BEGIN Dataset records

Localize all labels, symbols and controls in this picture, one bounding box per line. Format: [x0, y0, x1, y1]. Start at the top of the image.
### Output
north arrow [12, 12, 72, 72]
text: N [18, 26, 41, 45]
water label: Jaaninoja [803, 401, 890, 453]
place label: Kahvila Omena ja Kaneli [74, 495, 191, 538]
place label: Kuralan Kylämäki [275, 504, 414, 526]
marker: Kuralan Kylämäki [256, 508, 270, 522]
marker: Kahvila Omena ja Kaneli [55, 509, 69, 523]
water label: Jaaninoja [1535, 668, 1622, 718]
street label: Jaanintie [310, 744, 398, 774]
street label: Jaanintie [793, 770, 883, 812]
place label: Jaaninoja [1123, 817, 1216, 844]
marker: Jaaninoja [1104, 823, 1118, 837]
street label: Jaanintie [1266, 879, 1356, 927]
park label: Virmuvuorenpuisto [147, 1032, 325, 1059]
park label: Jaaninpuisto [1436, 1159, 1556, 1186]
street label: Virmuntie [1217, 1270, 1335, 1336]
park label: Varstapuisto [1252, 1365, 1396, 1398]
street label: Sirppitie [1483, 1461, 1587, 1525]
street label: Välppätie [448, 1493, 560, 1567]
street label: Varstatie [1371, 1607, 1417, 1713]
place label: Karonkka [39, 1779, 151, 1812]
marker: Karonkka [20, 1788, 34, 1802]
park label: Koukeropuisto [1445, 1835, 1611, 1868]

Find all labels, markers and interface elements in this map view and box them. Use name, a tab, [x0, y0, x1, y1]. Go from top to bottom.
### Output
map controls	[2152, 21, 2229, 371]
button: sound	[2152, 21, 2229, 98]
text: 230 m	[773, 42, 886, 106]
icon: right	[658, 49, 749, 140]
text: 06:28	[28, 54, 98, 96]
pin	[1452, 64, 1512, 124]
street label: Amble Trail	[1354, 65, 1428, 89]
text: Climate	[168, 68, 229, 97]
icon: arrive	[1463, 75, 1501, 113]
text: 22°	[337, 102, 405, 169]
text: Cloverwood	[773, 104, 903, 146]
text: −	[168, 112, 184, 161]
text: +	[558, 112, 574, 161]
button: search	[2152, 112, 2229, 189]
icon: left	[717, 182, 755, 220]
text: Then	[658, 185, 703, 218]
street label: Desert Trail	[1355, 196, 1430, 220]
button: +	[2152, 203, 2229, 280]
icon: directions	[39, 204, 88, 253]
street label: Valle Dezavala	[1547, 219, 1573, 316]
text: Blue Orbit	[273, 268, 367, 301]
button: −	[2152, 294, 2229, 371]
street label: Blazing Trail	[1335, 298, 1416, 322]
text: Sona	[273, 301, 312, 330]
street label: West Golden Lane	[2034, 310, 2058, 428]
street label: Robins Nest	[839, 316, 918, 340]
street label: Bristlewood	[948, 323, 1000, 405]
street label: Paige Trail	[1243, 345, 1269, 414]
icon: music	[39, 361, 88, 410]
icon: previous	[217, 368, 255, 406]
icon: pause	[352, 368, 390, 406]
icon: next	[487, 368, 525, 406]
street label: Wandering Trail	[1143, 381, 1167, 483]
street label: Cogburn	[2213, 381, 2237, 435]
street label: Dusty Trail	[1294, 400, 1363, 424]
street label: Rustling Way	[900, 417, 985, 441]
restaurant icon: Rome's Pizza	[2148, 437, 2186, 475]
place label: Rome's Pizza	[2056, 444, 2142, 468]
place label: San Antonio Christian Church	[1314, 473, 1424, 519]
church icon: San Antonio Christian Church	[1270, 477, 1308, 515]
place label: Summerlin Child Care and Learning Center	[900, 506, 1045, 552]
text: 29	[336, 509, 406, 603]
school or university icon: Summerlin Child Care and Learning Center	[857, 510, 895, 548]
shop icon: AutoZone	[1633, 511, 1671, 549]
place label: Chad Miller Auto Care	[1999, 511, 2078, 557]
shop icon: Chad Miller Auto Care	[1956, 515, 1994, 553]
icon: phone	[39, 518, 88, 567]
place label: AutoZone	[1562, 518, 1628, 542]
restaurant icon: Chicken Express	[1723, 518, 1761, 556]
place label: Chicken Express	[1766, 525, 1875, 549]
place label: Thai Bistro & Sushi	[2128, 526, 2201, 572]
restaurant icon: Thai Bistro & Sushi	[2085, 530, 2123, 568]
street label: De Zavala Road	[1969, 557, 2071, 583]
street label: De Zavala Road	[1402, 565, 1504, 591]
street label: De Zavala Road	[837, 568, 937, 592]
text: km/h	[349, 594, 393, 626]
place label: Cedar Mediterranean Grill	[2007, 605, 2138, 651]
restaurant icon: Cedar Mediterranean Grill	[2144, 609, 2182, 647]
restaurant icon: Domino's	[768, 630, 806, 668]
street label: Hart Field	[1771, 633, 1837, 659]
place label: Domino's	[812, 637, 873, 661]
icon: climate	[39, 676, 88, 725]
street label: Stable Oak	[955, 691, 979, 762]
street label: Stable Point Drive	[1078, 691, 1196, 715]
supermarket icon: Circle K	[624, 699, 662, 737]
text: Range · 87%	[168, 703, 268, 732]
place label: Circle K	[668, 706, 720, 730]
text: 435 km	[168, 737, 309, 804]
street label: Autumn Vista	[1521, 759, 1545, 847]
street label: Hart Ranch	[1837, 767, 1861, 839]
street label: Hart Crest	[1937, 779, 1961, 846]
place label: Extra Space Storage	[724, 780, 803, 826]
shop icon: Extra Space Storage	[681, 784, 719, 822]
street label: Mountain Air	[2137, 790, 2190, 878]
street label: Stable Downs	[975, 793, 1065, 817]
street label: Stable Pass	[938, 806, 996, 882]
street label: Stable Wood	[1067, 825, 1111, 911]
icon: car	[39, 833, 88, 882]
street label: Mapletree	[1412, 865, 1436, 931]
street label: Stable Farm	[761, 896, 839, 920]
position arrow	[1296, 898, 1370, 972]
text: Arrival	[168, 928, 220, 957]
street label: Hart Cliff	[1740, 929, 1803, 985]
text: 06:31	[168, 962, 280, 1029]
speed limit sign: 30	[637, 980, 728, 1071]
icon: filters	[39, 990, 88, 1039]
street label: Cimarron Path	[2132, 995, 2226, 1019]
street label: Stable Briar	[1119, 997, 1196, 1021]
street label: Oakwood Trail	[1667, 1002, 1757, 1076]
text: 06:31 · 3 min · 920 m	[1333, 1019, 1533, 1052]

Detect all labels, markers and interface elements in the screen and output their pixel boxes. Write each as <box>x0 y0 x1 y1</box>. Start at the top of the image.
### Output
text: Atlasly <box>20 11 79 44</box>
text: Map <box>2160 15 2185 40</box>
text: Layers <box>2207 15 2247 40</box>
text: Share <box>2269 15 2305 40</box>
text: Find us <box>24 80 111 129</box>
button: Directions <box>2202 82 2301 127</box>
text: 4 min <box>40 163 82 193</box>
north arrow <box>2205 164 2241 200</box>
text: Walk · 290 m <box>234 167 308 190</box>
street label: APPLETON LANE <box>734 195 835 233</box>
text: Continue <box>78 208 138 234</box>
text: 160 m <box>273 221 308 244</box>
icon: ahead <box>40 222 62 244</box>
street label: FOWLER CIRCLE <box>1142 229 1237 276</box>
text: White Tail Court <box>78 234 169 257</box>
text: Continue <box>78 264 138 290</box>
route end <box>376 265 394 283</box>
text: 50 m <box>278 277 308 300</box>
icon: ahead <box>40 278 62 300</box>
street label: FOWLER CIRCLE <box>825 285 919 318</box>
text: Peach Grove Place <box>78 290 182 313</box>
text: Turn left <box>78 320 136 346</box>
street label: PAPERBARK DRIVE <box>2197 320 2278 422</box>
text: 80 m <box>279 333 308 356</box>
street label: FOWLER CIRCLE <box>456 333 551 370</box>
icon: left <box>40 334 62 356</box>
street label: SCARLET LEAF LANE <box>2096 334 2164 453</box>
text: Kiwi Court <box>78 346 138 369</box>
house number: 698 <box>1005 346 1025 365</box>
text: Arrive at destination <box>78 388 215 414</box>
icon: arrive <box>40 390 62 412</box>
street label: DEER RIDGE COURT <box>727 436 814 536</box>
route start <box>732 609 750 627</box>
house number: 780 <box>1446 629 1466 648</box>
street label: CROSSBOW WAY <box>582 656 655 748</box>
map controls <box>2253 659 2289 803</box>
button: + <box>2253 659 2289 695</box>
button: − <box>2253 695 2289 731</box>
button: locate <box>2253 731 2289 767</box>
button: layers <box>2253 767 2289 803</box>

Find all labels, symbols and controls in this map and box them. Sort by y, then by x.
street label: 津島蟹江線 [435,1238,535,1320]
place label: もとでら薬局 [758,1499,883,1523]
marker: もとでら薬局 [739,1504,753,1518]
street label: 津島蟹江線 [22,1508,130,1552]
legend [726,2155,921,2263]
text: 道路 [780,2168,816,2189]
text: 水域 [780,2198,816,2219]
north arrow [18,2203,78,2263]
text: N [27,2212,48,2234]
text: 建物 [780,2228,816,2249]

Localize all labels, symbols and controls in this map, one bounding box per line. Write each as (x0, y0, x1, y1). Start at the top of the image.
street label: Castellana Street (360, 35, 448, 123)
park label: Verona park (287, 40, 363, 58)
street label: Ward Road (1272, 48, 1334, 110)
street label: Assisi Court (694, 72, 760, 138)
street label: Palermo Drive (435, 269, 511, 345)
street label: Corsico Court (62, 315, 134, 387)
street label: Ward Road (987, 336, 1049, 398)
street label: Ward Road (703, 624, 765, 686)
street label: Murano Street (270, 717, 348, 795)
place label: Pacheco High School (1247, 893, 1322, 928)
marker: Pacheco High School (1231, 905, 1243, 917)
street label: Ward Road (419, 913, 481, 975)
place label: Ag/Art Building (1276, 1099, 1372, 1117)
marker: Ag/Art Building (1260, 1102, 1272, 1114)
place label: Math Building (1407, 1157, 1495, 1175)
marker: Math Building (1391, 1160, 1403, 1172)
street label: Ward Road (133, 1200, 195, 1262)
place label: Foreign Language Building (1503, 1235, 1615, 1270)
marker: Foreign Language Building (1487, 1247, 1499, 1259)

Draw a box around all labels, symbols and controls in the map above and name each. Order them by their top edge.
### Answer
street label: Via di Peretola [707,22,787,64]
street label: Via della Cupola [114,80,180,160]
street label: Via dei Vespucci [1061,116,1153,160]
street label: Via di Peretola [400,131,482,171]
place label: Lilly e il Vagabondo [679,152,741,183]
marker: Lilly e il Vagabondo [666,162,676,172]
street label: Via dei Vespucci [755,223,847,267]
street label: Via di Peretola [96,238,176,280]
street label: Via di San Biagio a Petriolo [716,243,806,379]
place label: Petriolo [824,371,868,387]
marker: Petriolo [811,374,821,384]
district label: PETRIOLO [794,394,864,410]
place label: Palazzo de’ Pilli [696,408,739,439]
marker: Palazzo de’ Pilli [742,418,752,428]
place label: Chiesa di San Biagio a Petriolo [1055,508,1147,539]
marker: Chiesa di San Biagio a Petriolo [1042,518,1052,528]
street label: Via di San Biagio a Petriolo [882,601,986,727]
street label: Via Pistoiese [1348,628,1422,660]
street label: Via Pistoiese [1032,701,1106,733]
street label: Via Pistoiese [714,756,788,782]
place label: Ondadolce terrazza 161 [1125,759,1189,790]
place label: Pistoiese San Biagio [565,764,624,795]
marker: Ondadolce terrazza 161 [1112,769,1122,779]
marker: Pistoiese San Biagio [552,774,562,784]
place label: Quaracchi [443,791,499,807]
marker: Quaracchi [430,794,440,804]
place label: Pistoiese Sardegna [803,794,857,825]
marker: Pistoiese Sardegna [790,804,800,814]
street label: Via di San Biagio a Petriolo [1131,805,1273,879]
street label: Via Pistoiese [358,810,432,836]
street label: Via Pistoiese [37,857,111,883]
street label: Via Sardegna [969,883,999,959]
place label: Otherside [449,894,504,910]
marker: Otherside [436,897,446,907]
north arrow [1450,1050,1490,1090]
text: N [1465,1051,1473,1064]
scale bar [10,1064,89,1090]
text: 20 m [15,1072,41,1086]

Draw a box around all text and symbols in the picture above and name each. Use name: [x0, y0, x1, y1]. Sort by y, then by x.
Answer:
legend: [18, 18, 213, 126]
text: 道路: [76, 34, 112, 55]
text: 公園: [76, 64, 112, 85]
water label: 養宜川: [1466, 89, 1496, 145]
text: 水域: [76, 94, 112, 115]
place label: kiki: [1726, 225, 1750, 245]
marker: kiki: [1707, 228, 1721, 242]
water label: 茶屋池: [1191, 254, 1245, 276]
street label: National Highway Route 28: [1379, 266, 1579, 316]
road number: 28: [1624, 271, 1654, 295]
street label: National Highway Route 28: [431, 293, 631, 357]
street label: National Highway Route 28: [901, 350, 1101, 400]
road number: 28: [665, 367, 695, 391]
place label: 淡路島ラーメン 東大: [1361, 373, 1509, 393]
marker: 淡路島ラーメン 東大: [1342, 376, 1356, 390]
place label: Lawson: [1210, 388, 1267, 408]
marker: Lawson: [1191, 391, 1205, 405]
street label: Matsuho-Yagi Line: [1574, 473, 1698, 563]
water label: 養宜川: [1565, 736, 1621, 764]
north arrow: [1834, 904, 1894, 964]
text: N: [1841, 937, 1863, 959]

END Dataset records

Your task:
Exactly and only the lines from the line containing "Draw a box around all text" through the final line of the records above must be returned.

Finished task:
Draw a box around all text and symbols in the picture above and name each. Use name: [x0, y0, x1, y1]. Sort by y, then by x.
Answer:
legend: [18, 18, 213, 126]
text: 道路: [76, 34, 112, 55]
text: 公園: [76, 64, 112, 85]
water label: 養宜川: [1466, 89, 1496, 145]
text: 水域: [76, 94, 112, 115]
place label: kiki: [1726, 225, 1750, 245]
marker: kiki: [1707, 228, 1721, 242]
water label: 茶屋池: [1191, 254, 1245, 276]
street label: National Highway Route 28: [1379, 266, 1579, 316]
road number: 28: [1624, 271, 1654, 295]
street label: National Highway Route 28: [431, 293, 631, 357]
street label: National Highway Route 28: [901, 350, 1101, 400]
road number: 28: [665, 367, 695, 391]
place label: 淡路島ラーメン 東大: [1361, 373, 1509, 393]
marker: 淡路島ラーメン 東大: [1342, 376, 1356, 390]
place label: Lawson: [1210, 388, 1267, 408]
marker: Lawson: [1191, 391, 1205, 405]
street label: Matsuho-Yagi Line: [1574, 473, 1698, 563]
water label: 養宜川: [1565, 736, 1621, 764]
north arrow: [1834, 904, 1894, 964]
text: N: [1841, 937, 1863, 959]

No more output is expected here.